Beim Kauf von Edelmetallen in physischer Form ist stets darauf zu achten, dass der Aufschlag gegenüber den aktuellen Kursen möglichst gering ausfällt. Diesbezüglich sind gängige Münzen und Barren mit den geringsten Aufgeldern belastet. Ferner ist darauf zu achten, dass in gängige Barrengrößen anerkannter Produzenten bzw. in international bekannte Münzen investiert wird. Beispiele für Gold sind 100g Barren von Degussa oder Krügerrand-Münzen.

Wer in Edelmetalle investiert, sollte die Vermögensanlage in diesem Sektor erneut diversifizieren: Physische Edelmetalle, ETCs (Exchange Traded Commodities), Aktien von Minenunternehmen oder ETFs stehen zur Verfügung.

Gold oder Silber

Last but not least stellt sich die Frage, ob Gold oder Silber die bessere Wahl ist. In beiden Fällen kann man physisch, in Aktien oder in Papierform investieren.

Wenn man sich das Gold-Silber-Verhältnis betrachtet, erscheint Silber nach heutigem Stand günstiger und daher aussichtsreicher (Stand 08/2016).

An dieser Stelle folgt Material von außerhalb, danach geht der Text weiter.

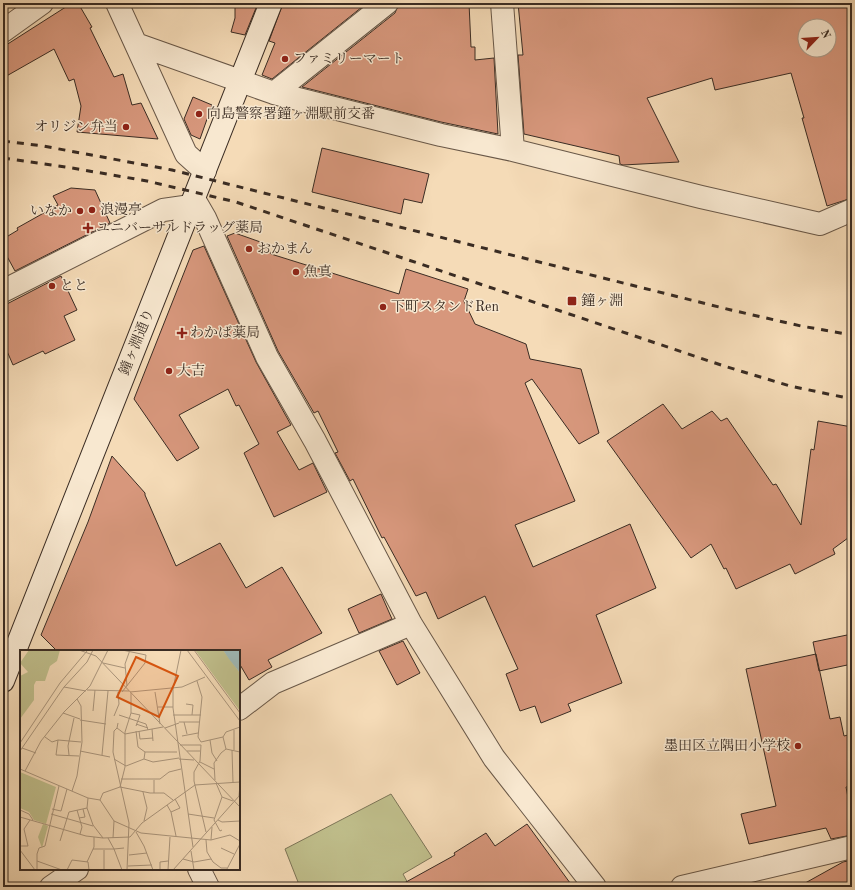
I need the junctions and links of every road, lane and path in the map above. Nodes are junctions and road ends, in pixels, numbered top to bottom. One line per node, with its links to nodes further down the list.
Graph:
1 (42, 3): 6 (street)
2 (117, 3): 7 (street)
3 (271, 3): 8 (street, 鐘ヶ淵通り)
4 (387, 3): 9 (street)
5 (502, 3): 10 (street)
6 (3, 31)
7 (136, 44): 8 (street); 11 (street)
8 (240, 81): 9 (street); 11 (street, 鐘ヶ淵通り)
9 (274, 93): 10 (street)
10 (513, 150): 13 (street)
11 (205, 171): 12 (street, 鐘ヶ淵通り)
12 (193, 203): 14 (street); 15 (street); 16 (street, 鐘ヶ淵通り)
13 (852, 210)
14 (3, 291)
15 (411, 624): 17 (street); 23 (street)
16 (3, 681)
17 (240, 708)
18 (852, 847): 24 (street)
19 (76, 870): 21 (street)
20 (200, 870): 22 (street)
21 (51, 887)
22 (208, 887)
23 (595, 887)
24 (682, 887)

Das Gold-Silber-Verhältnis (auch Gold-Silver-Ratio) beziffert die Menge Silber, die man für 1 oz Gold bekommt. Je länger man in die Vergangenheit zurückschaut, desto mehr nähert man sich einem fairen Verhältnis von 1:20 an. Für 1 oz Gold bekommt man 20 oz Silber.

Hierbei ist jedoch zu berücksichtigen, dass Silber deutlich größeren Schwankungen ausgesetzt ist, d.h. der richtige Einstiegszeitpunkt ist umso wichtiger. Da Silber auch industriellen Zwecken dient, ist die Nachfrage und somit der Preis auch von der globalen Konjunktur abhängig.